Legislators from the two countries met as part of a bilateral discussion group. The nations have been holding such meetings such 1960.
According to U.S. senators, President George W. Bush is ready to push immigration reform in the coming months. Bush unveiled a proposal last year, but it was pushed to the sidelines during the U.S. presidential elections.
Sen. John Cornyn, R-Texas, is promoting a plan, backed by Bush, that would give Mexican workers legal visas allowing them to visit their families back home and return, as long as they have a job in the United States. Currently, many migrants spend years abroad without seeing their families, since crossing the border illegally is a dangerous and expensive affair.
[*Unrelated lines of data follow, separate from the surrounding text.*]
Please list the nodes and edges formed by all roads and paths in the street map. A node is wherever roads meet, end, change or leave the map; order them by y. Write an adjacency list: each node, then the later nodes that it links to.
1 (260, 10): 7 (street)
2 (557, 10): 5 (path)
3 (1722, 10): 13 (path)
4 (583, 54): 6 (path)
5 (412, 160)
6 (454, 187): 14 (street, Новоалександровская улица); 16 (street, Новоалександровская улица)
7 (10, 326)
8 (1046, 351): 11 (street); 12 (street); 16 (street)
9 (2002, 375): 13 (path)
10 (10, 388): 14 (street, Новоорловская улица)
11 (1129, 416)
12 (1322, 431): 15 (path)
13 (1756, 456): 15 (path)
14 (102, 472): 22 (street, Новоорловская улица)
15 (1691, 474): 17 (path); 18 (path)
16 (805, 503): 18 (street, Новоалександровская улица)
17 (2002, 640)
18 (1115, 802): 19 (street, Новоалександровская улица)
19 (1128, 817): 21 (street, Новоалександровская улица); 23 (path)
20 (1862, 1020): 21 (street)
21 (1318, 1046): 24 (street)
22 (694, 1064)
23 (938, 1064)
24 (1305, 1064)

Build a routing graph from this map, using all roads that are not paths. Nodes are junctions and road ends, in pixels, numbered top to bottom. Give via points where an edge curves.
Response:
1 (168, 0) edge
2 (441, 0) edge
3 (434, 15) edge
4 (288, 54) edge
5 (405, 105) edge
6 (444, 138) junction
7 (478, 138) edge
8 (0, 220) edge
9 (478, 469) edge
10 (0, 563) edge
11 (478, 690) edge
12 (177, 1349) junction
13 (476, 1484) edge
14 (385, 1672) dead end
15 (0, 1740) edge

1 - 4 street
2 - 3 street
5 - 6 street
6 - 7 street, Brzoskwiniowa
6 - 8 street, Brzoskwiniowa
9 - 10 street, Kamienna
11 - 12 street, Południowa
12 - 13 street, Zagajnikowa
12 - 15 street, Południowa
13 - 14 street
Cornyn also trumpeted the creation of a system to withhold part of migrants' pay to finance infrastructure projects back home, as a way of boosting local economies and slowing down the migration flow north.
His plan, which he authored two years ago, does not include an "amnesty" for workers already in the United States. If passed, these workers would have to return to Mexico and apply for a temporary visa from there to work in the United States legally.
"It is easier to politically sell a program … in which people know that the workers are coming legally and then will return home afterwards," Cornyn said, adding that U.S. public opinion would not look favorably on "rewarding" migrants who arrived illegally.
While Sen. Jim Kolbe, R-Arizona, said the migration dilemma was more difficult today with increased terrorism and security concerns in the United States, Cornyn said, "It is very clear to us that there are no Mexican terrorists."
Institutional Revolutionary Party (PRI) Dep. Alberto Aguilar, of Sinaloa, agreed it was important not to unfairly demonize Mexican migrants.
"They see monsters and ghosts where there really are none," he said.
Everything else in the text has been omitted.